# PROBLEM DETAILS:
Transcribe every entry word for word, but drop the pictures.

# Collected data:
****

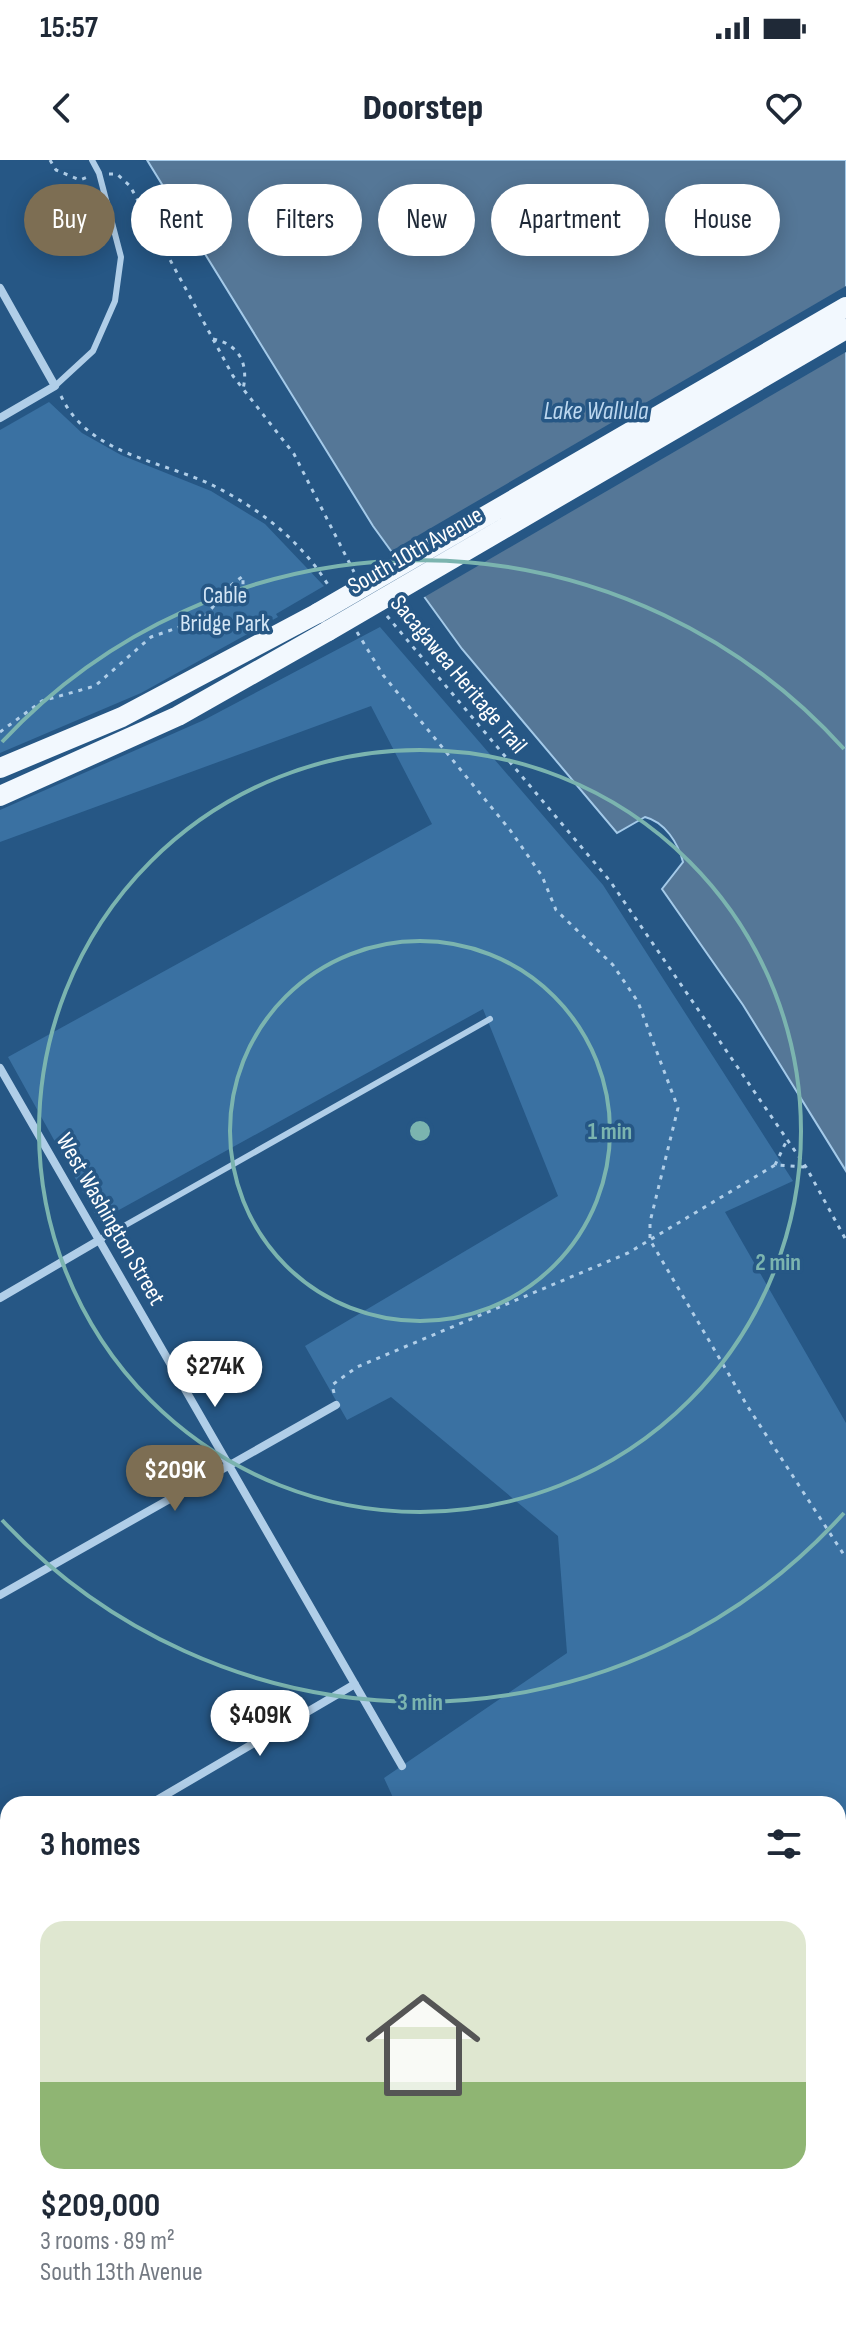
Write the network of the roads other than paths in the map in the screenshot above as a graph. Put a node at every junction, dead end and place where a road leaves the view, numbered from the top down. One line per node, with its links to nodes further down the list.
1 (92, 160): 5 (lane)
2 (0, 288): 5 (street)
3 (846, 307): 7 (main road, South 10th Avenue, bridge)
4 (846, 329): 7 (main road, South 10th Avenue, bridge)
5 (55, 386): 6 (street)
6 (0, 418)
7 (323, 622): 8 (main road, South 10th Avenue); 9 (main road, South 10th Avenue)
8 (0, 768)
9 (0, 796)
10 (490, 1019): 12 (lane)
11 (0, 1068): 12 (street, West Washington Street)
12 (101, 1239): 13 (street); 15 (street, West Washington Street)
13 (0, 1298)
14 (336, 1405): 15 (street)
15 (228, 1465): 16 (street); 17 (street, West Washington Street)
16 (0, 1595)
17 (355, 1684): 18 (street, West Washington Street); 19 (street)
18 (402, 1766)
19 (164, 1796)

****

# EXPECTED ANSWER:
Write the network of the roads other than paths in the map in the screenshot above as a graph. Put a node at every junction, dead end and place where a road leaves the view, numbered from the top down. One line per node, with its links to nodes further down the list.
1 (92, 160): 5 (lane)
2 (0, 288): 5 (street)
3 (846, 307): 7 (main road, South 10th Avenue, bridge)
4 (846, 329): 7 (main road, South 10th Avenue, bridge)
5 (55, 386): 6 (street)
6 (0, 418)
7 (323, 622): 8 (main road, South 10th Avenue); 9 (main road, South 10th Avenue)
8 (0, 768)
9 (0, 796)
10 (490, 1019): 12 (lane)
11 (0, 1068): 12 (street, West Washington Street)
12 (101, 1239): 13 (street); 15 (street, West Washington Street)
13 (0, 1298)
14 (336, 1405): 15 (street)
15 (228, 1465): 16 (street); 17 (street, West Washington Street)
16 (0, 1595)
17 (355, 1684): 18 (street, West Washington Street); 19 (street)
18 (402, 1766)
19 (164, 1796)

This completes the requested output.